Problem requirements | All of the data below should be printed again exactly, pictures excluded.

Records for the task |
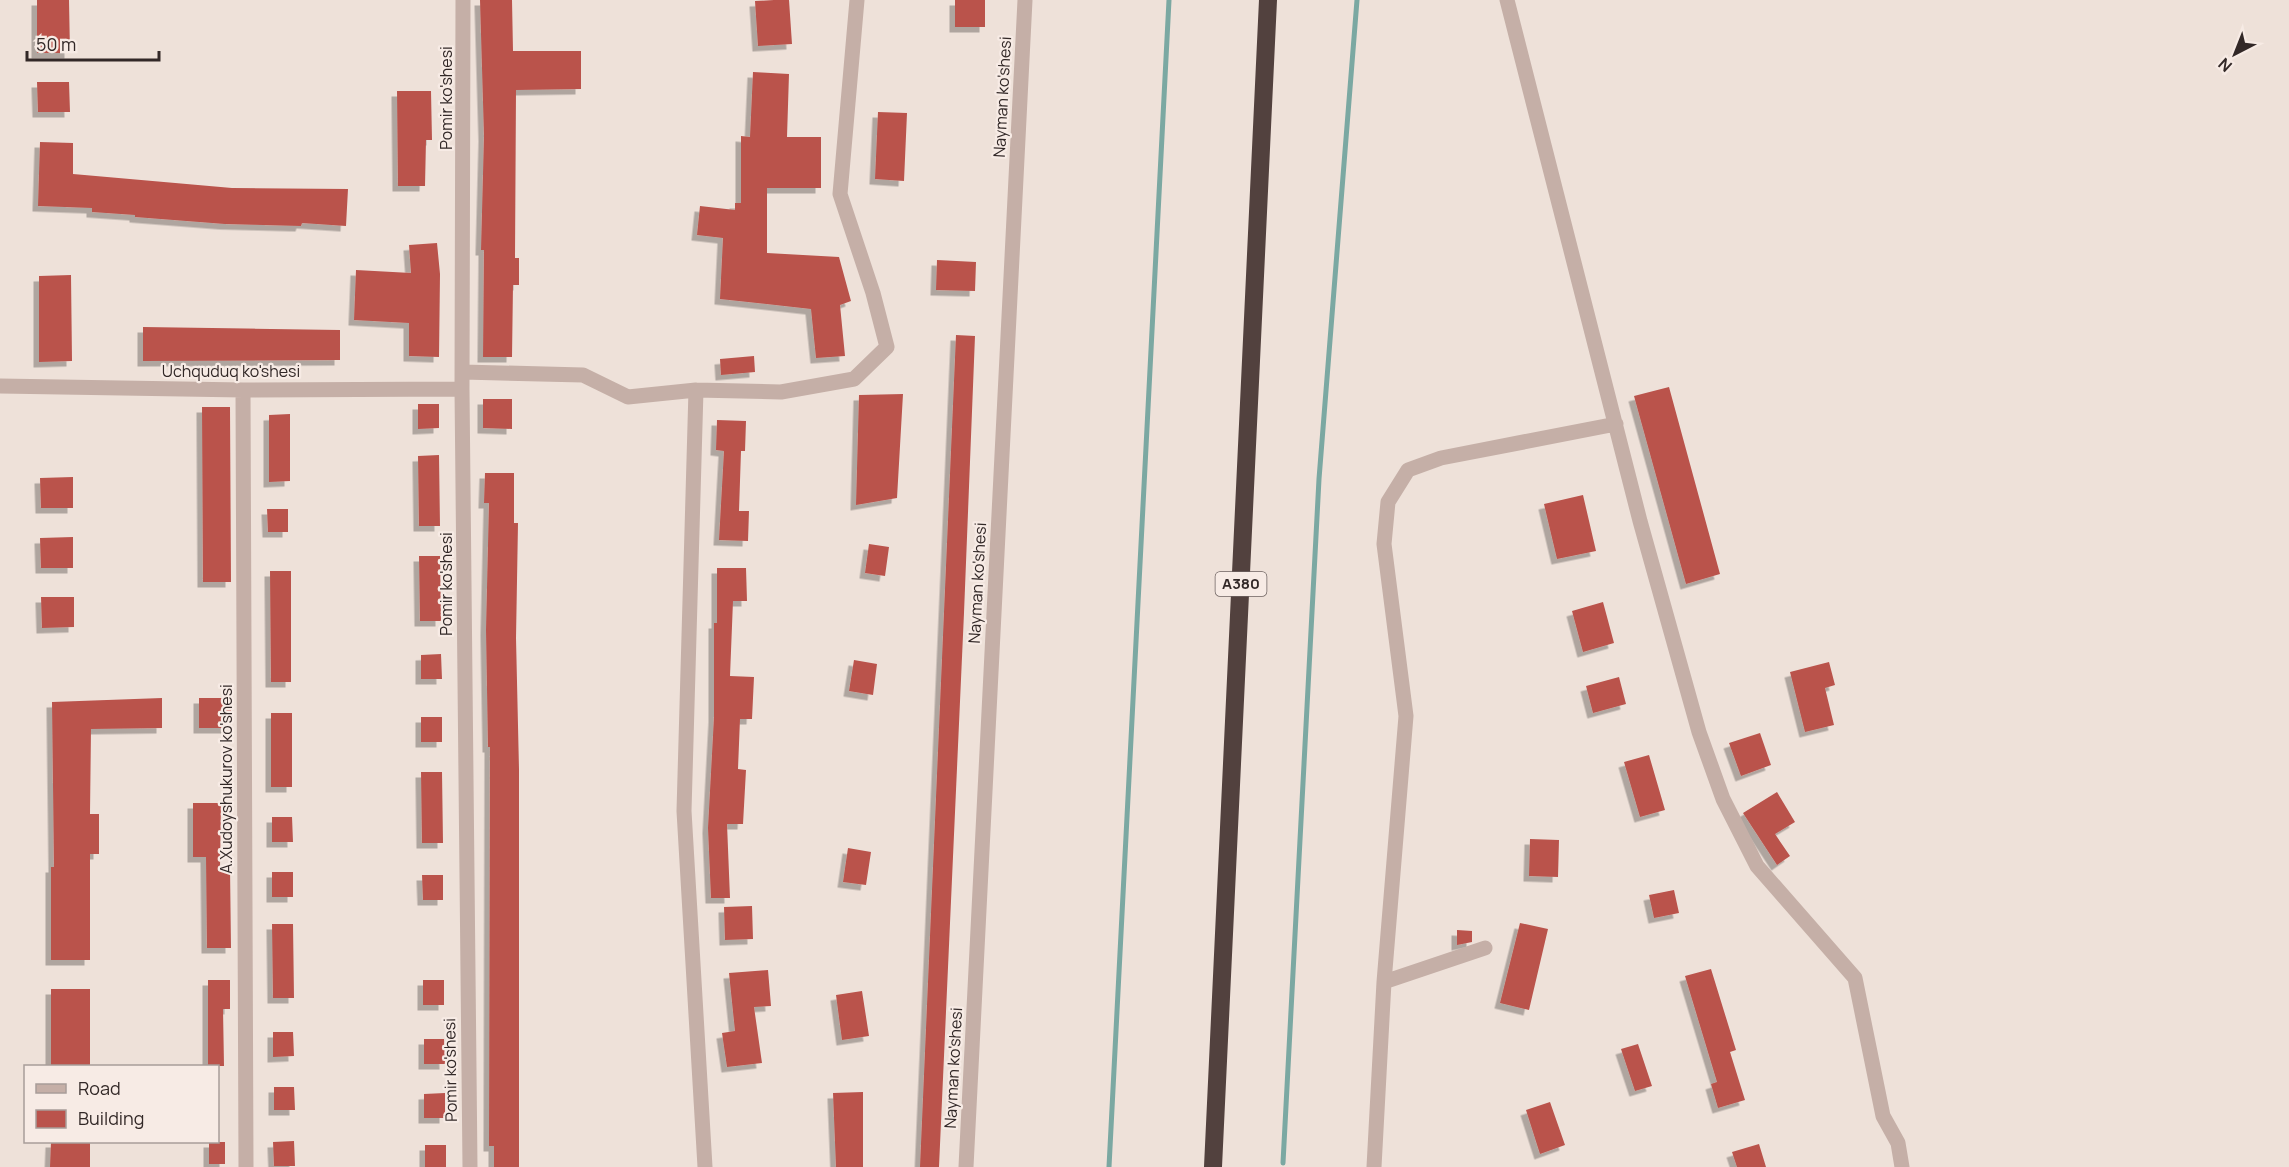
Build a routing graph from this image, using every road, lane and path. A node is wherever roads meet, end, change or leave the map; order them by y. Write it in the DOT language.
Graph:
graph roads {
  1 [pos="463,0"];
  2 [pos="857,0"];
  3 [pos="1025,0"];
  4 [pos="1268,0"];
  5 [pos="1507,0"];
  6 [pos="463,372"];
  7 [pos="0,386"];
  8 [pos="462,388"];
  9 [pos="243,390"];
  10 [pos="696,390"];
  11 [pos="1616,424"];
  12 [pos="1485,948"];
  13 [pos="1384,982"];
  14 [pos="246,1167"];
  15 [pos="470,1167"];
  16 [pos="705,1167"];
  17 [pos="966,1167"];
  18 [pos="1213,1167"];
  19 [pos="1374,1167"];
  20 [pos="1902,1167"];
  1 -- 6 [label="street, Pomir ko'shesi"];
  2 -- 10 [label="street"];
  3 -- 17 [label="street, Nayman ko'shesi"];
  4 -- 18 [label="highway, A380"];
  5 -- 11 [label="street"];
  6 -- 8 [label="street, Pomir ko'shesi"];
  6 -- 10 [label="street"];
  7 -- 9 [label="street, Uchquduq ko'shesi"];
  8 -- 9 [label="street, Uchquduq ko'shesi"];
  8 -- 15 [label="street, Pomir ko'shesi"];
  9 -- 14 [label="street, A.Xudoyshukurov ko'shesi"];
  10 -- 16 [label="street"];
  11 -- 13 [label="street"];
  11 -- 20 [label="street"];
  12 -- 13 [label="street"];
  13 -- 19 [label="street"];
}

Solution to this exercise |
Build a routing graph from this image, using every road, lane and path. A node is wherever roads meet, end, change or leave the map; order them by y. Write it in the DOT language.
Graph:
graph roads {
  1 [pos="463,0"];
  2 [pos="857,0"];
  3 [pos="1025,0"];
  4 [pos="1268,0"];
  5 [pos="1507,0"];
  6 [pos="463,372"];
  7 [pos="0,386"];
  8 [pos="462,388"];
  9 [pos="243,390"];
  10 [pos="696,390"];
  11 [pos="1616,424"];
  12 [pos="1485,948"];
  13 [pos="1384,982"];
  14 [pos="246,1167"];
  15 [pos="470,1167"];
  16 [pos="705,1167"];
  17 [pos="966,1167"];
  18 [pos="1213,1167"];
  19 [pos="1374,1167"];
  20 [pos="1902,1167"];
  1 -- 6 [label="street, Pomir ko'shesi"];
  2 -- 10 [label="street"];
  3 -- 17 [label="street, Nayman ko'shesi"];
  4 -- 18 [label="highway, A380"];
  5 -- 11 [label="street"];
  6 -- 8 [label="street, Pomir ko'shesi"];
  6 -- 10 [label="street"];
  7 -- 9 [label="street, Uchquduq ko'shesi"];
  8 -- 9 [label="street, Uchquduq ko'shesi"];
  8 -- 15 [label="street, Pomir ko'shesi"];
  9 -- 14 [label="street, A.Xudoyshukurov ko'shesi"];
  10 -- 16 [label="street"];
  11 -- 13 [label="street"];
  11 -- 20 [label="street"];
  12 -- 13 [label="street"];
  13 -- 19 [label="street"];
}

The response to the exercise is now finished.